#blogtour – Underneath by Anne Goodwin @Annecdotist #guestpost

I’m very pleased today to be posting a guest post from Anne Goodwin about the inspiration for her new book, Underneath, which is available now in ebook and paperback.

He never intended to be a jailer …

After years of travelling, responsible to no-one but himself, Steve has resolved to settle down. He gets a job, buys a house and persuades Liesel to move in with him.

Life’s perfect, until Liesel delivers her ultimatum: if he won’t agree to start a family, she’ll have to leave. He can’t bear to lose her, but how can he face the prospect of fatherhood when he has no idea what being a father means?
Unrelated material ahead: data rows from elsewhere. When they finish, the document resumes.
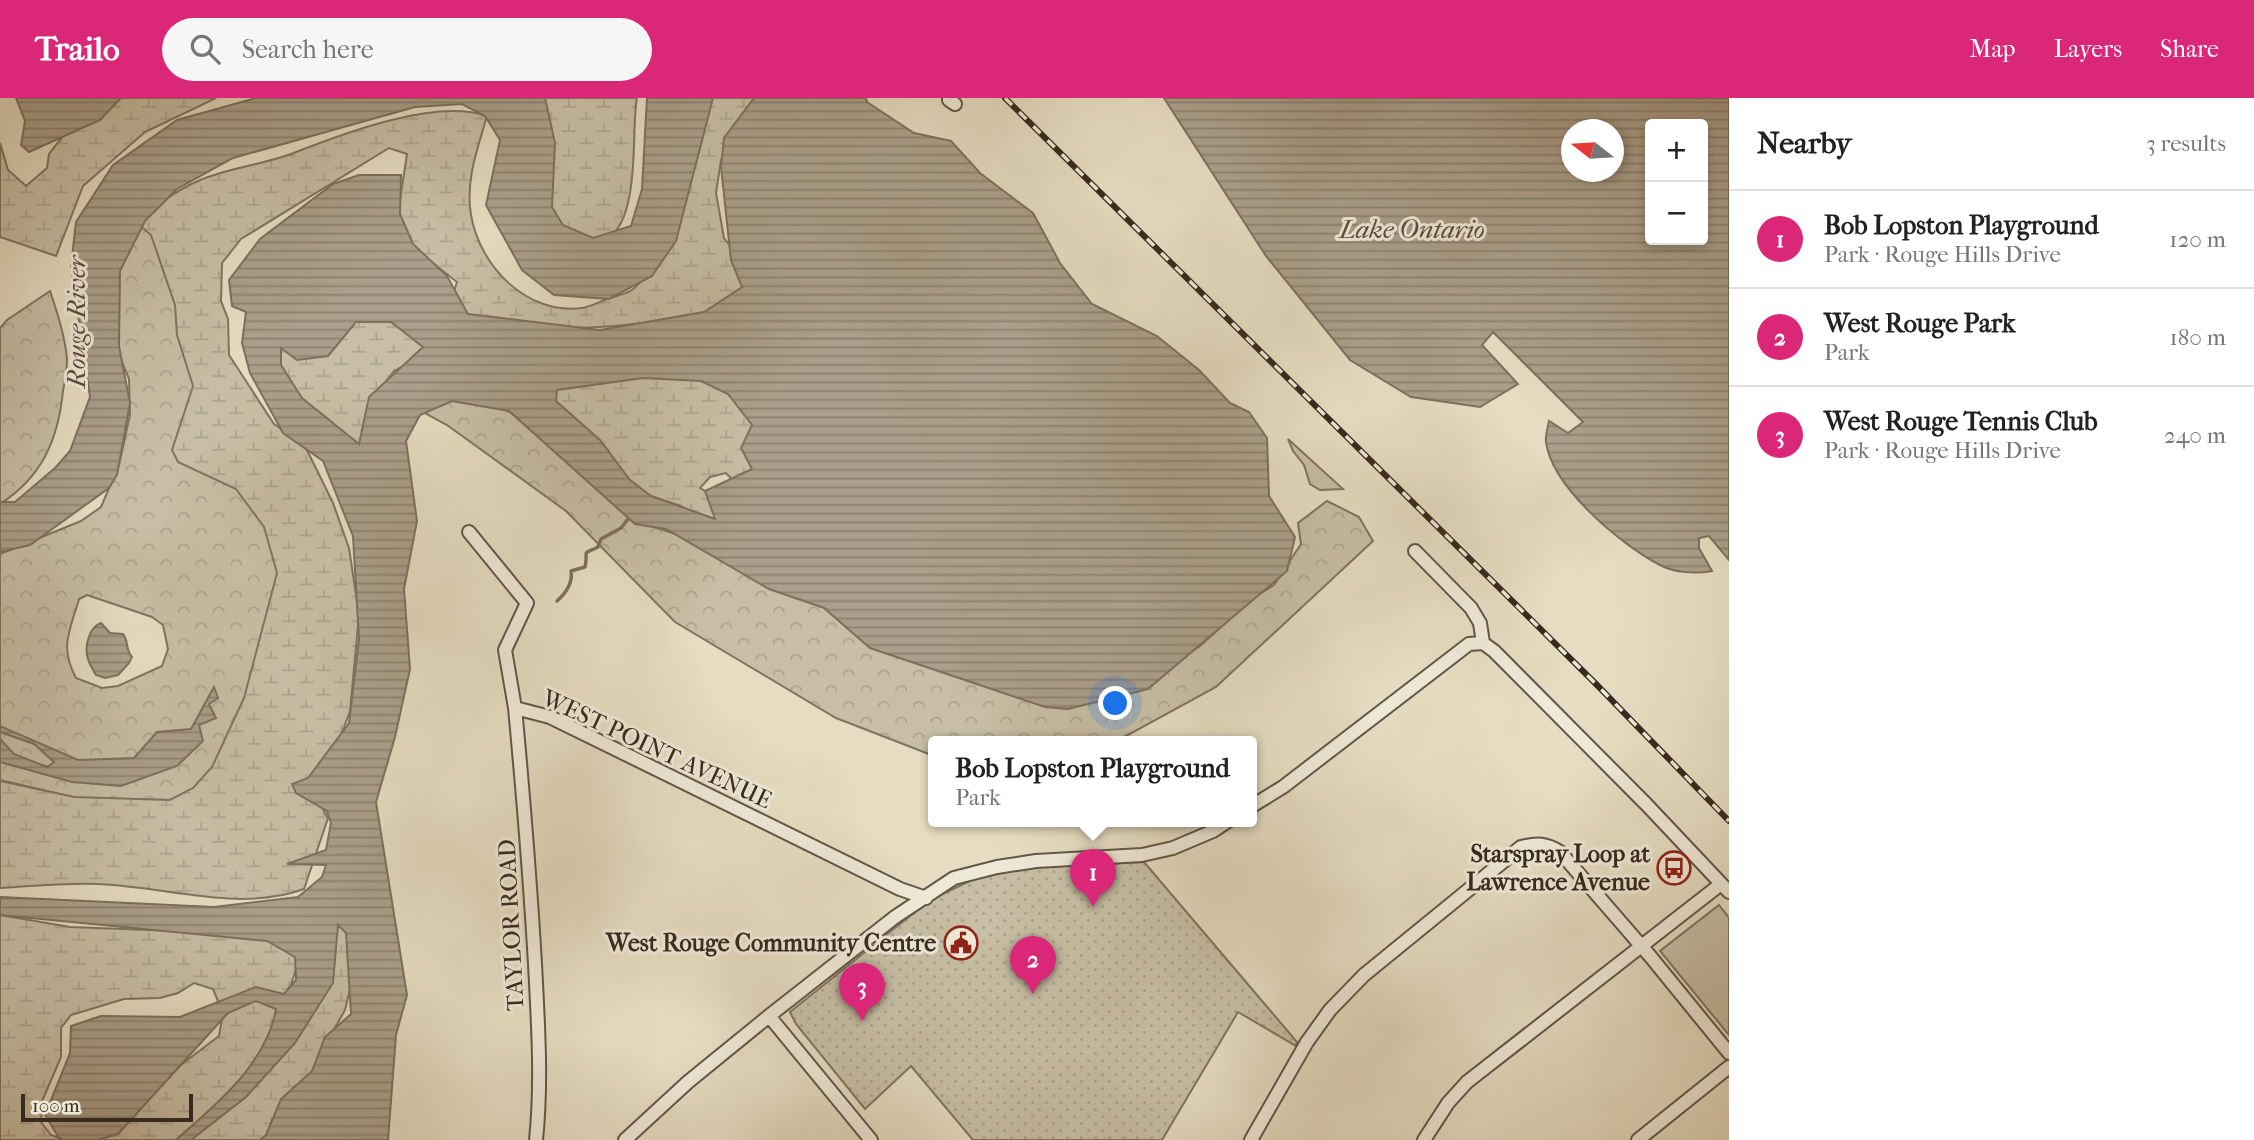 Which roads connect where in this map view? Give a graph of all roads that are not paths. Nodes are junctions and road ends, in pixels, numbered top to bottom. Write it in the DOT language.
graph roads {
  1 [pos="469,532"];
  2 [pos="1415,551"];
  3 [pos="1483,643"];
  4 [pos="515,708"];
  5 [pos="1257,803"];
  6 [pos="1219,827"];
  7 [pos="1725,888"];
  8 [pos="926,898"];
  9 [pos="1642,947"];
  10 [pos="769,1016"];
  11 [pos="1729,1053"];
  12 [pos="1729,1067"];
  13 [pos="536,1140"];
  14 [pos="625,1140"];
  15 [pos="871,1140"];
  16 [pos="1251,1140"];
  17 [pos="1424,1140"];
  18 [pos="1637,1140"];
  1 -- 4 [label="street, WEST POINT AVENUE"];
  2 -- 3 [label="street"];
  3 -- 5 [label="street"];
  3 -- 7 [label="street"];
  4 -- 8 [label="street, WEST POINT AVENUE"];
  4 -- 13 [label="street, TAYLOR ROAD"];
  6 -- 8 [label="street"];
  7 -- 9 [label="street"];
  8 -- 10 [label="street"];
  9 -- 11 [label="street"];
  9 -- 16 [label="street"];
  9 -- 17 [label="street"];
  10 -- 14 [label="street"];
  10 -- 15 [label="street"];
  12 -- 18 [label="street"];
}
If he could somehow make her stay, he wouldn’t have to choose … and it would be a shame not to make use of the cellar.

Will this be the solution to his problems, or the catalyst for his own unravelling?
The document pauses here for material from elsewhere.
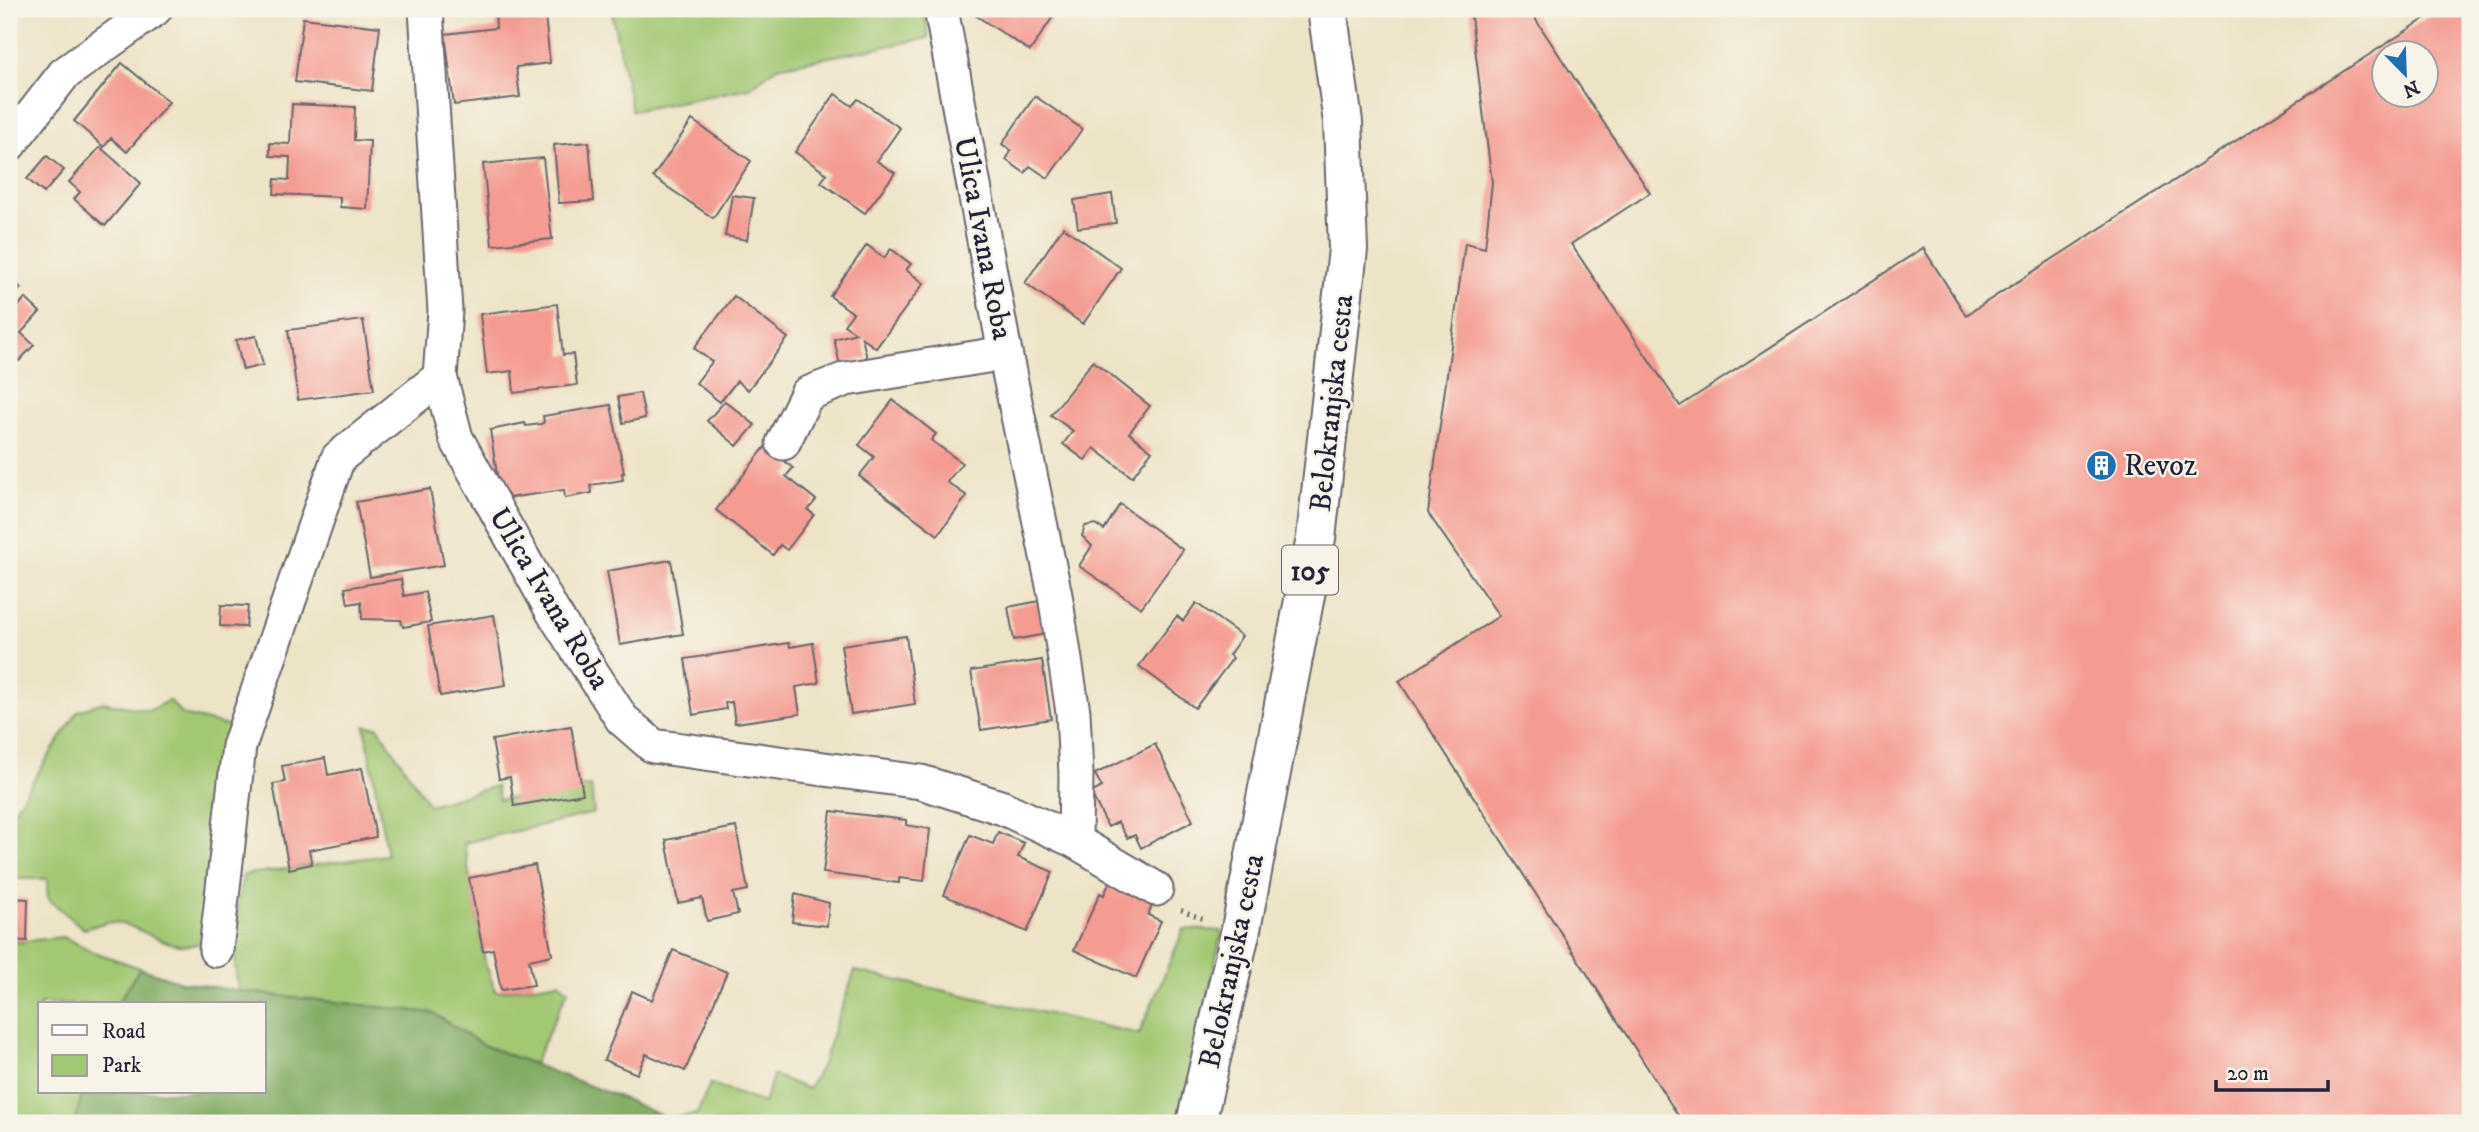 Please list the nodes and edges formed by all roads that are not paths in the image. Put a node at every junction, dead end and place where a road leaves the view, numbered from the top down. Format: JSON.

My novel inspiration: what’s underneath Underneath

When the elevator pitch, or short summary, for my debut novel, Sugar and Snails, couldn’t reflect the most enticing aspect of the story because my character needed to keep it secret, I looked forward to an easier ride with my second novel, Underneath. Although there are some surprises along the way, it’s clear from the first page it’s about someone kept captive in a cellar. But, despite the simplicity of the summary, I never felt entirely comfortable telling people about my forthcoming book. Partly, with chilling news reports about women kidnapped and imprisoned in some type of hideaway around the time I started writing it in 2010, I was concerned about appropriating someone else’s horror story. But I also had a sense that woman-imprisoned-in-a-cellar wasn’t really what it was about.
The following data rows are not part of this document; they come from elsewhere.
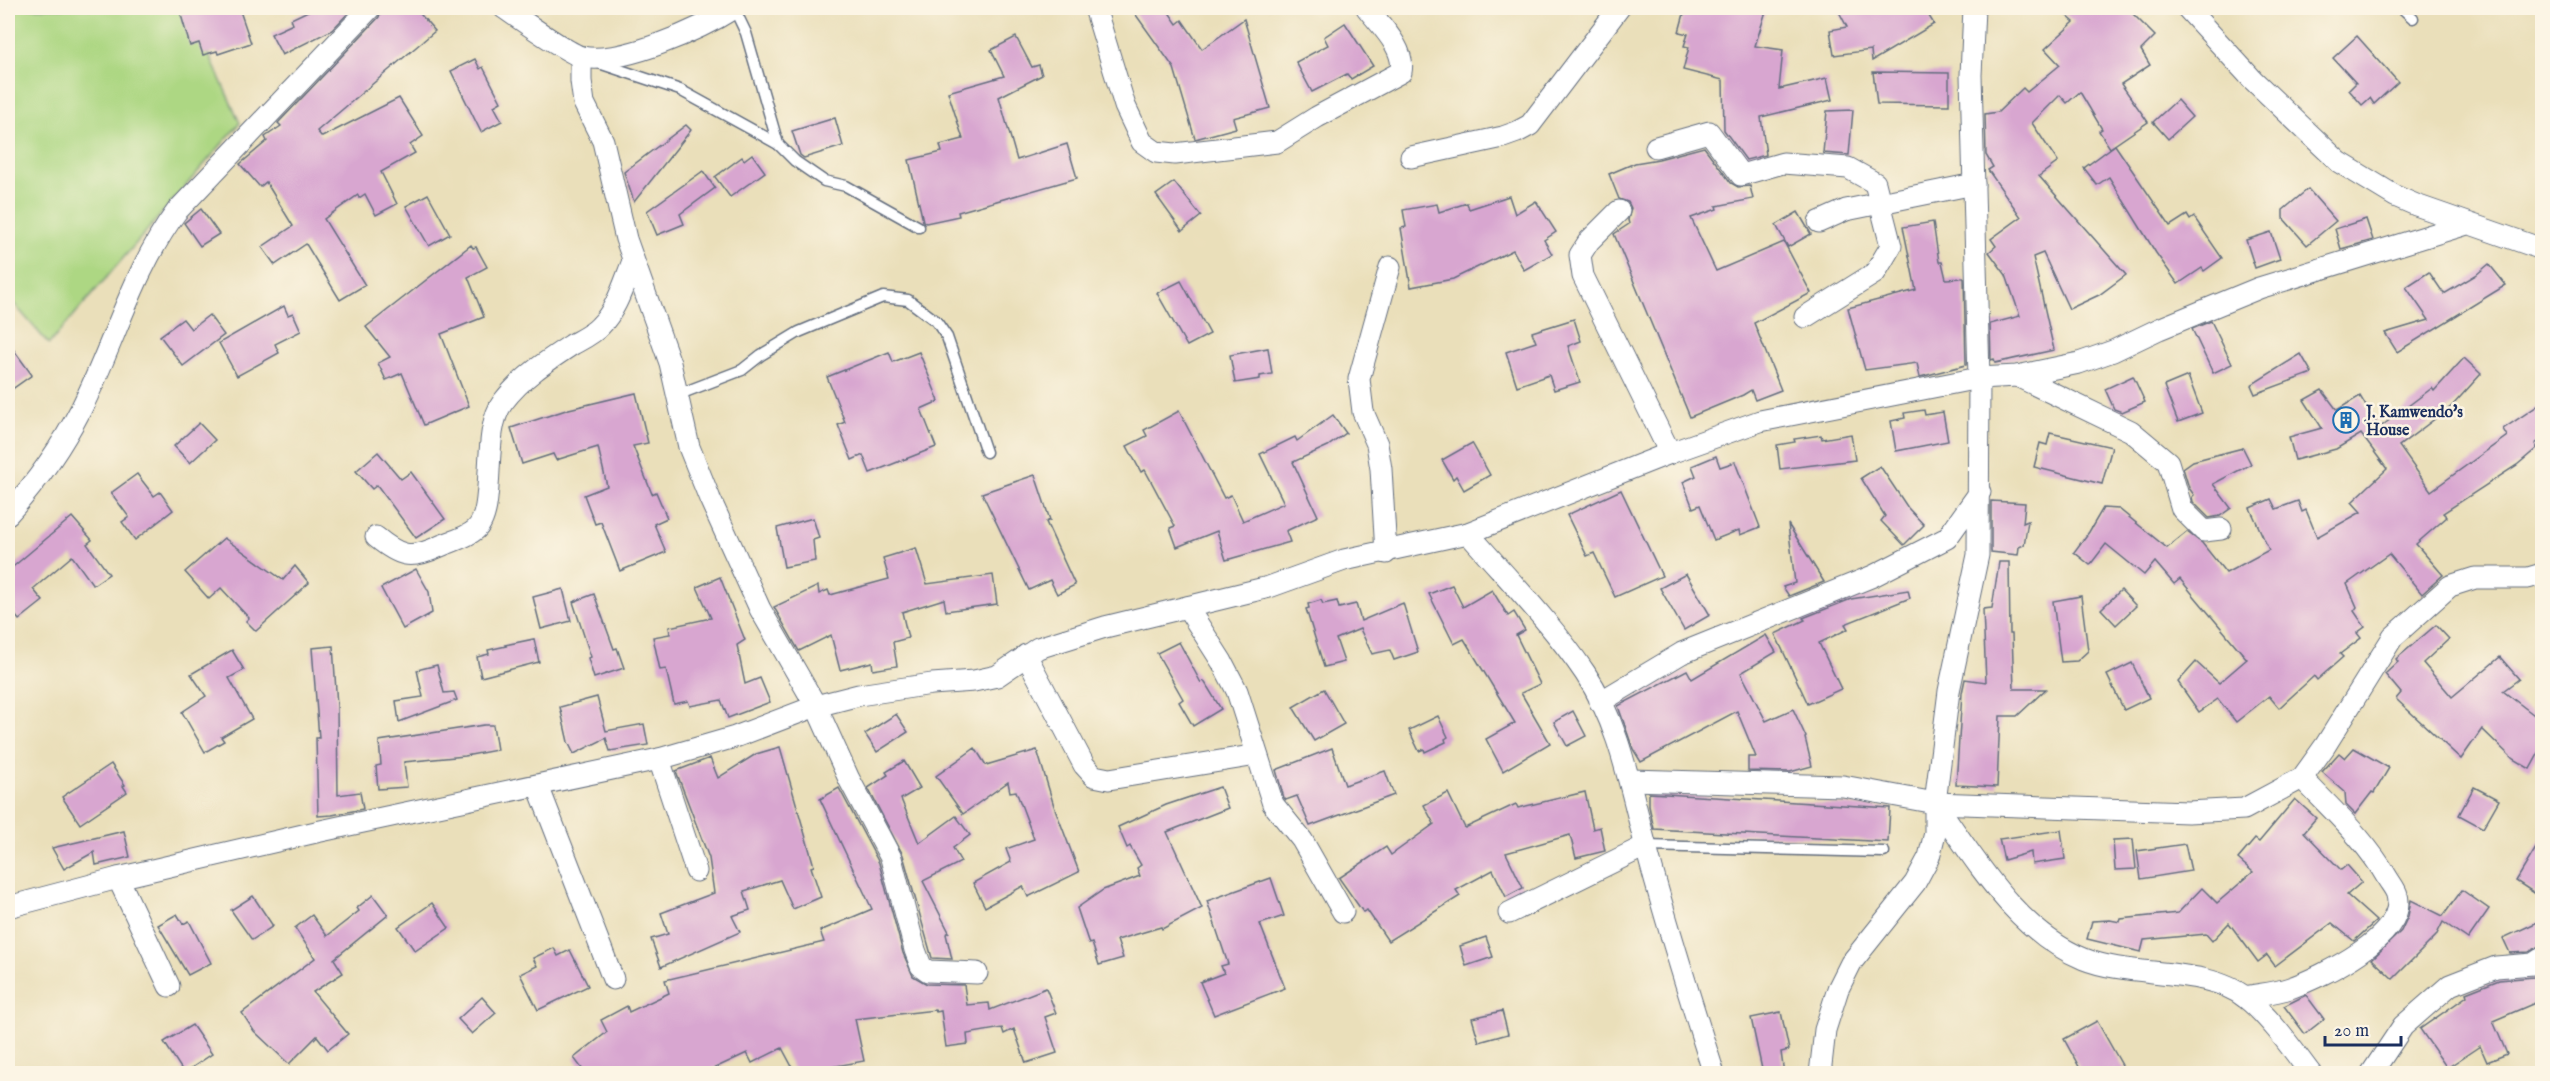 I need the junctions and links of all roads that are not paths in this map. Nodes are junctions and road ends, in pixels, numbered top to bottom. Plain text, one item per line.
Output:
1 (370, 8) edge
2 (504, 8) edge
3 (734, 8) edge
4 (1095, 8) edge
5 (1367, 8) edge
6 (1618, 8) edge
7 (1974, 8) edge
8 (2187, 8) edge
9 (2402, 8) edge
10 (2413, 18) dead end
11 (581, 57) junction
12 (778, 144) junction
13 (1656, 147) dead end
14 (1411, 157) dead end
15 (1974, 184) junction
16 (1882, 202) junction
17 (1619, 211) dead end
18 (1819, 222) dead end
19 (2467, 224) junction
20 (919, 227) dead end
21 (2542, 249) edge
22 (633, 261) junction
23 (1390, 267) dead end
24 (1804, 317) dead end
25 (2017, 376) junction
26 (1979, 378) junction
27 (677, 395) junction
28 (986, 452) dead end
29 (1670, 453) junction
30 (1980, 492) junction
31 (8, 514) edge
32 (2222, 529) dead end
33 (1468, 533) junction
34 (376, 537) dead end
35 (1386, 553) junction
36 (2542, 574) edge
37 (1187, 607) junction
38 (1026, 655) junction
39 (1600, 702) junction
40 (816, 706) junction
41 (1257, 755) junction
42 (659, 759) junction
43 (2302, 778) junction
44 (1631, 780) junction
45 (538, 786) junction
46 (1935, 803) junction
47 (1646, 846) junction
48 (1884, 852) dead end
49 (696, 871) dead end
50 (118, 878) junction
51 (8, 907) edge
52 (1343, 912) dead end
53 (1509, 913) dead end
54 (2542, 958) edge
55 (977, 973) dead end
56 (613, 979) dead end
57 (169, 986) dead end
58 (2245, 997) junction
59 (1714, 1074) edge
60 (1820, 1074) edge
61 (2311, 1074) edge
62 (2371, 1074) edge

1 - 31 street
2 - 11 street
3 - 11 street
3 - 12 lane
4 - 5 street
6 - 14 street
7 - 15 street
8 - 19 street
9 - 10 lane
11 - 12 lane
11 - 22 street
12 - 20 lane
13 - 16 street
15 - 16 street
15 - 26 street
16 - 18 street
16 - 24 street
17 - 29 street
19 - 21 street
19 - 25 street
22 - 27 street
22 - 34 street
23 - 35 street
25 - 26 street
25 - 32 street
26 - 29 street
26 - 30 street
27 - 28 lane
27 - 40 street
29 - 33 street
30 - 39 street
30 - 46 street
33 - 35 street
33 - 39 street
35 - 37 street
36 - 43 street
37 - 38 street
37 - 41 street
38 - 40 street
38 - 41 street
39 - 44 street
40 - 42 street
40 - 55 street
41 - 52 street
42 - 45 street
42 - 49 street
43 - 46 street
43 - 58 street
44 - 46 street
44 - 47 street
45 - 50 street
45 - 56 street
46 - 58 street
46 - 60 street
47 - 48 lane
47 - 53 street
47 - 59 street
50 - 51 street
50 - 57 street
54 - 62 street
58 - 61 street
My novel does relate the events from the moment my narrator, Steve, out house-hunting, is shown around a house with a cellar to when he slides three bolts across the door with a woman trapped on the other side, and onwards to the challenges of leading a double life. But the seed of the story was an image that came to me of a lonely little boy sitting at the bottom of a carpeted staircase feeling sad. Why did he feel so alone and unloved? What kind of man would that little boy grow up to be?

I was influenced by memories of a controversial advertising campaign run by the children’s charity, Barnardo’s, showing (photoshopped) images of babies born in poverty as the adults they might become. Shocking as such images were, such as one of a baby with a cockroach in its mouth and another apparently drinking from a bottle of methylated spirits, they told a story, an important one to my mind, of the vulnerability underneath those we deem delinquent or villains.

I also knew from my own therapy and from my previous professional role as a clinical psychologist, that more goes on beneath the surface of a person than others could never begin to imagine. Our public persona is the tip of the iceberg – or the ears of the hippopotamus if you come from a part of the world where their gargantuan bulk might be hidden below the surface of the pool – of deep-rooted fears, passions and desires. Given my background, it’s not surprising that underneath is as much a story of a metaphorical cellar as an architectural one. It’s the story of a man who can’t acknowledge there’s a hole in his psyche where his father, dead before he was born, should be. A man who can’t allow himself to be curious about art that disturbs. A man so desperate to get away from the lonely child he once was, he’s spent twenty years travelling the world. A man who, when his girlfriend threatens to leave him, can’t bear to let her go.

It might seem rather grand, or too vaguely airy fairy, to suggest that Underneath is inspired by everything I’ve learnt about a person’s inner world. But, rather like my first novel was, it’s the story of a life I’ve only imagined, firmly rooted in the one I’ve lived.

That was fabulous, Anne. Thank you so much!


Anne Goodwin’s debut novel, Sugar and Snails, was shortlisted for the Polari First Book Prize. Her second novel, Underneath, is scheduled for publication in May 2017. Anne is also a book blogger and author of over 70 published short stories.